President George W. Obama Meets the Midterms
Posted at 7:40 p.m. on Aug. 5
I certainly didn’t know foreign policy would be front and center in the final months before the midterm elections when I wrote in late April that these issues “could have an indirect yet significant impact on the midterm elections.”
But now, it looks increasingly as if foreign policy — particularly problems in the Middle East and relations with Russia — will add to the president’s woes.
While international issues are a low priority to most Americans, the daily dose of bad news from the Middle East, Russia and Ukraine makes it difficult for the public to appreciate any good economic data and will likely depress the public mood. That’s important given that Election Day is just three months away (and voting starts even earlier in some states).
Obama’s problems certainly are not identical to those of President George W. Bush in 2006, when opposition to the Iraq War mobilized Democrats and independents against the White House, sinking the GOP and turning both chambers of Congress to the Democrats. And yet, it’s difficult to miss parallels between the two men and their situations.
Bush had some serious domestic challenges that also contributed to his weakness going into the 2006 midterms, including a dramatic slide in his job approval numbers following his politically deaf dealings with fallout from Hurricane Katrina.
But Obama has had his share of domestic challenges too. A majority of Americans disapprove of his handling of the economy and a plurality remain unhappy with the Affordable Care Act, even after the Administration has spent years trying to sell it. Now the president has a crisis at the border. And of course, there is the inevitable fatigue voters feel after six years of any presidency.
As uncomfortable as it will make Democrats, Obama heads into the final three months of the campaign not looking all that different from his predecessor, President Bush.

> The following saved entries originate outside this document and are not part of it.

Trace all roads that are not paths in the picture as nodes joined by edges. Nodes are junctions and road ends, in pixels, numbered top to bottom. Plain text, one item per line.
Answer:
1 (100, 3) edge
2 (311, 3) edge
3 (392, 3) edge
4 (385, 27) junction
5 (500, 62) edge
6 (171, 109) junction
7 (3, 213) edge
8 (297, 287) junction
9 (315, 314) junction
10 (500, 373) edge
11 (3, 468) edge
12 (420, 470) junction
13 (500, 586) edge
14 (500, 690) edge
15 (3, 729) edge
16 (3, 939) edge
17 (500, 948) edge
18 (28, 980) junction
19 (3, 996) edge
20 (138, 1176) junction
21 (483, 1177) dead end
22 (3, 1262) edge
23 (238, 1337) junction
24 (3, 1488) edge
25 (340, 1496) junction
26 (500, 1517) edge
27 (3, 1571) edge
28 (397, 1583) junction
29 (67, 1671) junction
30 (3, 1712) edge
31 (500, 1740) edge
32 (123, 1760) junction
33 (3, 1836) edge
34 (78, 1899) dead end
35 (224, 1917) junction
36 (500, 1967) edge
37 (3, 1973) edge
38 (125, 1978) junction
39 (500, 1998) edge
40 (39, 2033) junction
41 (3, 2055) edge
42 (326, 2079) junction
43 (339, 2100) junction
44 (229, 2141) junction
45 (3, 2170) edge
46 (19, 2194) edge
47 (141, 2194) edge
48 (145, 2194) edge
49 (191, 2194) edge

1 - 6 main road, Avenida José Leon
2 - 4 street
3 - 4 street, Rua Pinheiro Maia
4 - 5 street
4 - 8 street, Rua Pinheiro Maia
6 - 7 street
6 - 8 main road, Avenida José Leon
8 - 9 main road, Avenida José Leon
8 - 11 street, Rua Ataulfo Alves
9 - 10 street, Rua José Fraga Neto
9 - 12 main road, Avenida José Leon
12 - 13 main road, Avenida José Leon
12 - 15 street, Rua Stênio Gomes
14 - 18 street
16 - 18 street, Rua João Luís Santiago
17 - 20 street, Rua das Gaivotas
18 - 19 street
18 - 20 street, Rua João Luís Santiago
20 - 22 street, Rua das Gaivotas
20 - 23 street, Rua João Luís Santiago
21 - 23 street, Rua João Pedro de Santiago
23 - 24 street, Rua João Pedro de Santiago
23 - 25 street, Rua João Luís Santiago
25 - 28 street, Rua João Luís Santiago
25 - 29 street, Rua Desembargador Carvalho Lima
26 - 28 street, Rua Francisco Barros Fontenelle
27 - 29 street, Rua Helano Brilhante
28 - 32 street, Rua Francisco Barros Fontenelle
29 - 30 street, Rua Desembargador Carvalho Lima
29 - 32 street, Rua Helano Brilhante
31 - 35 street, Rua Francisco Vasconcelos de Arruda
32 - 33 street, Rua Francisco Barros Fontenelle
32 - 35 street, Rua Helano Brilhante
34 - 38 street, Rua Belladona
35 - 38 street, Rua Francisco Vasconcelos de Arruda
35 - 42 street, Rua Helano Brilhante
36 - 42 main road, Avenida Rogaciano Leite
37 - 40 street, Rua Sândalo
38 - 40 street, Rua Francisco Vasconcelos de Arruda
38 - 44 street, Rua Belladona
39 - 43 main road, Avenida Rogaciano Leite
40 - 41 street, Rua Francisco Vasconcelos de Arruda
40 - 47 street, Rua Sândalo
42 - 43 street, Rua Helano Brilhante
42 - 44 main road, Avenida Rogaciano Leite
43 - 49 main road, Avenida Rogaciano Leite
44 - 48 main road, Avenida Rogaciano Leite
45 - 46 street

In a July 21-24, 2006, survey conducted by Peter Hart and Bill McInturff for NBC News and the Wall Street Journal, Bush’s job ratings stood at 39 percent approve/56 percent disapprove. Gallup had very similar numbers in its July 28-30, 2006, survey: 40 percent approve/56 percent disapprove.
President Obama’s job performance numbers in the most recent NBC News/Wall Street Journal poll, conducted June 11-15 are only slightly better at 41 percent approve/53 percent disapprove. And that survey found only 37 percent of respondents saying they approved of the job the president was doing handling foreign policy, while 57 percent disapproved.
A July 23-27 ABC News/Washington Post poll found a plurality of Americans disapproving of the president’s handling of international affairs (46 approve/50 percent disapprove).
Of course, the current occupant of the White House has one thing going in his favor that Bush didn’t have heading into his second midterm election: a divided Congress.
Republicans controlled the House, the Senate and the White House going into the 2006 midterms, so it was easy for Democrats to blame everything on Bush and his party. The current control of Congress — a Republican House and a Democratic Senate — makes it easier for each party to point fingers at the other for the country’s shortcomings.
That, plus the GOP’s proven ability to pull defeat from the jaws of victory, could help Democrats avoid the worst possible outcome.